狂想曲。 SOW・T・ROW 2000/04/14 11:30:12



      はっきり言えば、どうしようもないだろう。
      私が好きな人は、私よりも自分の事にしか関心が無い。
      私が目の前で何をしようとも、彼はそれを空気に様にしか思わない。
      話した事はない。彼にとって、言葉とは情報交換時にしか使わない物だ。
      例えぶつかっても、押し切られてしまう。話し掛けても聞こえてない。
      だからと言って、人間ではないと言う訳ではない。列記とした霊長類ヒト科だ。
      精神に異状を来している訳でも無い。
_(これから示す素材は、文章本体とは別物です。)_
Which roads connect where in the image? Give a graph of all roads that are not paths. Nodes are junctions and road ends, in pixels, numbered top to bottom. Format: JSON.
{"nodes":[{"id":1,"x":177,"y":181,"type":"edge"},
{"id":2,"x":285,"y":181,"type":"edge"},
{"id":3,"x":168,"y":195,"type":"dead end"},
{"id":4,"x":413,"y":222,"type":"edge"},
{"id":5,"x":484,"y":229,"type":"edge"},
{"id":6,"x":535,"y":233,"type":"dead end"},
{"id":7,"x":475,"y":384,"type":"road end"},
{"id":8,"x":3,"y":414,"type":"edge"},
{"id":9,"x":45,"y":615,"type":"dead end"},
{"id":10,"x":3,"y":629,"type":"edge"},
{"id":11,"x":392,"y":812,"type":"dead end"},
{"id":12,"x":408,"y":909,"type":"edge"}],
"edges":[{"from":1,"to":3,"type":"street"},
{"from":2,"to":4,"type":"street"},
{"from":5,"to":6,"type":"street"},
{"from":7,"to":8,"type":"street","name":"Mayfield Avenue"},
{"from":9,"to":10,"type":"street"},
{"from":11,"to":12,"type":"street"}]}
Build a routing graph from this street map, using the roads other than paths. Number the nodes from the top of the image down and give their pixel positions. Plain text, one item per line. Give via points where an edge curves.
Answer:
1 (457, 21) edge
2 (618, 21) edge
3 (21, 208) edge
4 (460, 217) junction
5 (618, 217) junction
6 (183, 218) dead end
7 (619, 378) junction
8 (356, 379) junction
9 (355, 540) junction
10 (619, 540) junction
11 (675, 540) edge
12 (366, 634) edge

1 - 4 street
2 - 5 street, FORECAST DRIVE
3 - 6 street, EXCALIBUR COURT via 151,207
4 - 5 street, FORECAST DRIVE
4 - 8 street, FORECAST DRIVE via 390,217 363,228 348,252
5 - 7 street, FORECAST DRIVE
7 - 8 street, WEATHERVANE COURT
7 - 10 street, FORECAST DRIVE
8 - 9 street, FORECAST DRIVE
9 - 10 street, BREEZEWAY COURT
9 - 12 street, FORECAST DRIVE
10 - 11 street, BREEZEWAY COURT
社会生活では、サラリーマンとして日々働いている。
      迎えに行った事もある。雨の日に傘を差してあげても、その下から自分の傘を差してしまう。
      ご飯を作っていてあげても、自分で作って、自分で食べてしまう。
      嫌われていると言う以前に、もう私はそこに存在しないものとされているようだ。
      だからと言って、私が幽霊であるわけではない。友達もいる。
      「それでも、好きなの?」と言われても、私は頷くだけで、理由は自分でも分からない。
      まあ、馬鹿だろう。それしか言いようが無い。そんな事をして何が楽しいのだと、
      何を自分はしているのだろうと、毎日のように思う。でも、気付けばそこにいる。
      ストーカーではないとは思っている。彼がそうなのは、初めて出会った時からだから。
      経緯は、残念ながら覚えていない。全く、どうしようもない。
      とにかく、私は彼のそばにいようとしている。いても、彼は何も言わない。
      勿論、毎日反応を求めている。でも、いつでも裏切られる。人生を、私は棒に振っている。

      私は狂っているのかもしれない。でも、それでいいと、思っている。